Jaden

Nearly two years after its publication, and despite the dissemination of forty or so copies among the few friends, family members, and strangers beating back the night sweats of literary intent, I have come to accept the fact that I write in such an outlandishly dull way as to render this special class of improbable bibliophiliacs completely and utterly devastated to the point of unleashing their inner mute upon the very grains of sand upon which I stand.
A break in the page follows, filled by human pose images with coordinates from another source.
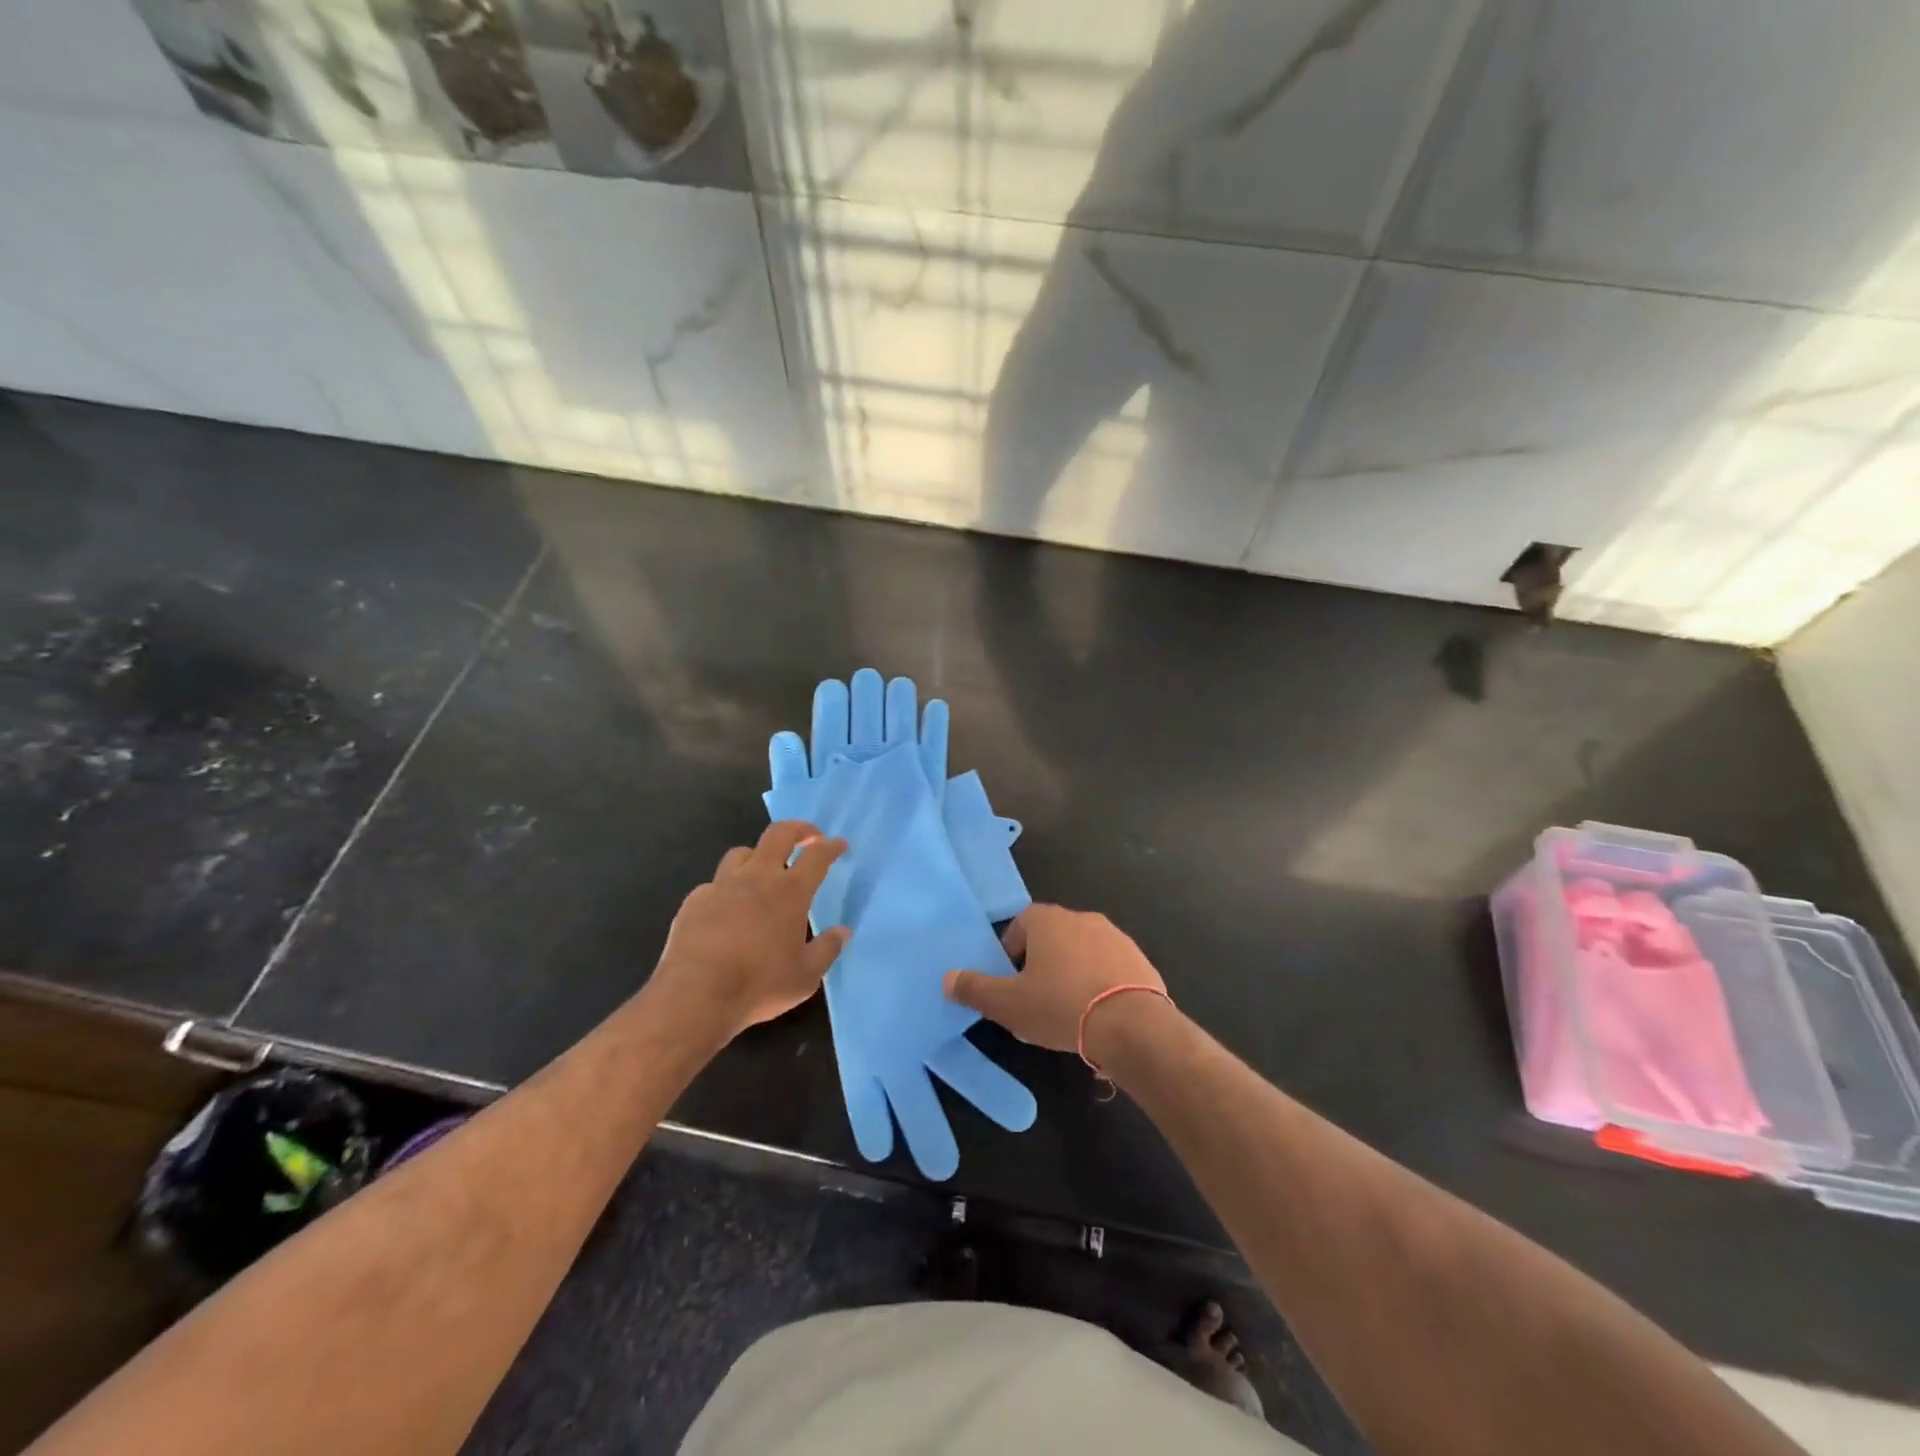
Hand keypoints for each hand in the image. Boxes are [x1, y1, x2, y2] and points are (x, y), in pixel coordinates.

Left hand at [652, 822, 848, 1039]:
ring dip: (758, 856)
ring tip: (764, 871)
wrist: (695, 997)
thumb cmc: (759, 985)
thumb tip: (842, 932)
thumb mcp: (806, 976)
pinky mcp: (695, 901)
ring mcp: (721, 886)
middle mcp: (757, 878)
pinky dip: (726, 889)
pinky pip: (714, 884)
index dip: (831, 846)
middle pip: (778, 834)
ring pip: (742, 853)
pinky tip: (727, 909)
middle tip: (808, 836)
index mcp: (790, 892)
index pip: (817, 856)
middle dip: (798, 829)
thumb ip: (827, 949)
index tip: (839, 844)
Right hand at [943, 905, 1166, 1058]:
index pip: (1020, 923)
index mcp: (1048, 920)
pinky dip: (1101, 984)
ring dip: (1073, 972)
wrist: (1132, 1025)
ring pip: (1082, 952)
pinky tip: (1098, 1015)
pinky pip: (1110, 968)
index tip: (1011, 981)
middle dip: (1042, 963)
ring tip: (1069, 1010)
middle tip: (1036, 998)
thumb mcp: (1008, 1004)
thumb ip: (975, 989)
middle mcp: (1082, 918)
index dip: (1011, 951)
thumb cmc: (1061, 1006)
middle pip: (1052, 936)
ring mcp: (1116, 936)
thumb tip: (947, 979)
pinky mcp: (1139, 959)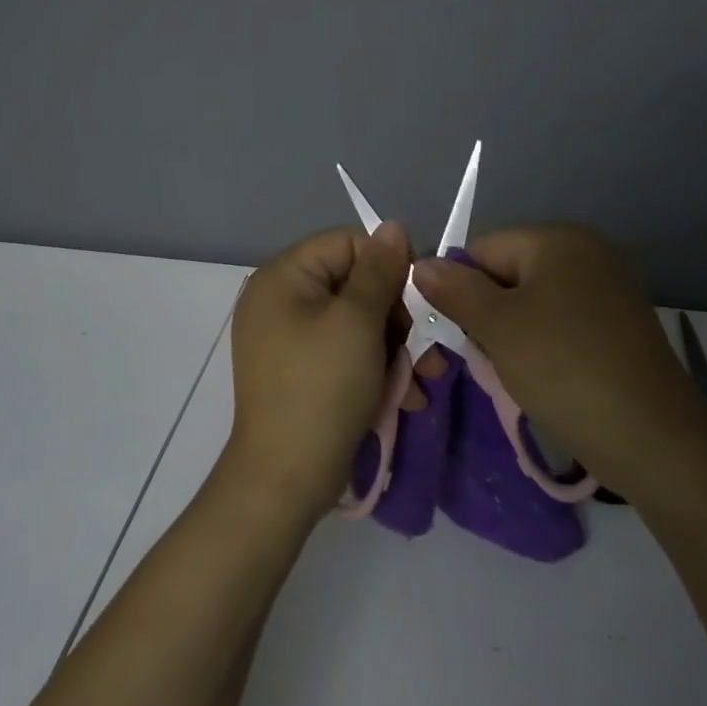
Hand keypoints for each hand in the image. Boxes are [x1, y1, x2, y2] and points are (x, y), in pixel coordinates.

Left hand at [225, 223, 411, 520]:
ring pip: (356, 322)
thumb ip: (380, 270)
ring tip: (423, 379)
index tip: (419, 301)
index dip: (388, 266)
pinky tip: (404, 395)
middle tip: (426, 350)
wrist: (285, 479)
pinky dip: (374, 368)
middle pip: (354, 283)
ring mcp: (288, 338)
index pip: (348, 243)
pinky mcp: (301, 371)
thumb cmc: (323, 388)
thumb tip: (394, 226)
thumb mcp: (358, 321)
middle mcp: (280, 299)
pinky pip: (344, 351)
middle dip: (397, 316)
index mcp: (283, 276)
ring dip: (395, 347)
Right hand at [413, 225, 700, 486]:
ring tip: (514, 371)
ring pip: (533, 301)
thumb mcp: (498, 327)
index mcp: (558, 239)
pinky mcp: (619, 324)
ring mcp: (608, 288)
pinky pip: (562, 321)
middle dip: (487, 313)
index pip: (483, 248)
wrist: (652, 437)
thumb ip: (454, 290)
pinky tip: (545, 376)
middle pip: (508, 273)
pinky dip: (544, 344)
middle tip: (486, 357)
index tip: (455, 333)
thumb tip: (420, 264)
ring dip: (512, 333)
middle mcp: (587, 251)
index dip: (459, 288)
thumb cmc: (564, 368)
Now, I have not handed this book away to just anybody with a cap size or a Big Gulp to spare, but only to those who pleaded, cajoled, paid for in the case of some of the more deep pocketed critics, wished for, promising a review each and every one of them, and if cool beans are a good source of protein, threatened my well-being for a personal copy of this collection of visceral sweat and tears, bloody for the twenty-five years it stewed in the making, usually a signed copy, and usually accompanied by some petty insolence that they loved poetry, or some such glad-handing gush as that. Notions of the silent rejection, notwithstanding, The Silent Cull & Other Mechanical Ideas, Collected Poems 1980-2005 is not your usual thin volume of contemporary poetry, but is four hundred pages of seething canonical arrest, and I use the word "canonical" and "arrest" in all their usual connotations plus a few more that I insist are both canonical and arrested within the pages themselves, banking on subtleties of style and insight that are only coming apparent to the ill-prepared general public in these, our own spectacular terror-driven chaotic times. Well-minced words are a swallower's delight, and this book rarely portrays paradise, or other romantic follies of the past or future tense of mankind, but in its own galloping way wraps itself in the contemporary physics of time and thought itself, tackling its author as much as the culture that spawned him.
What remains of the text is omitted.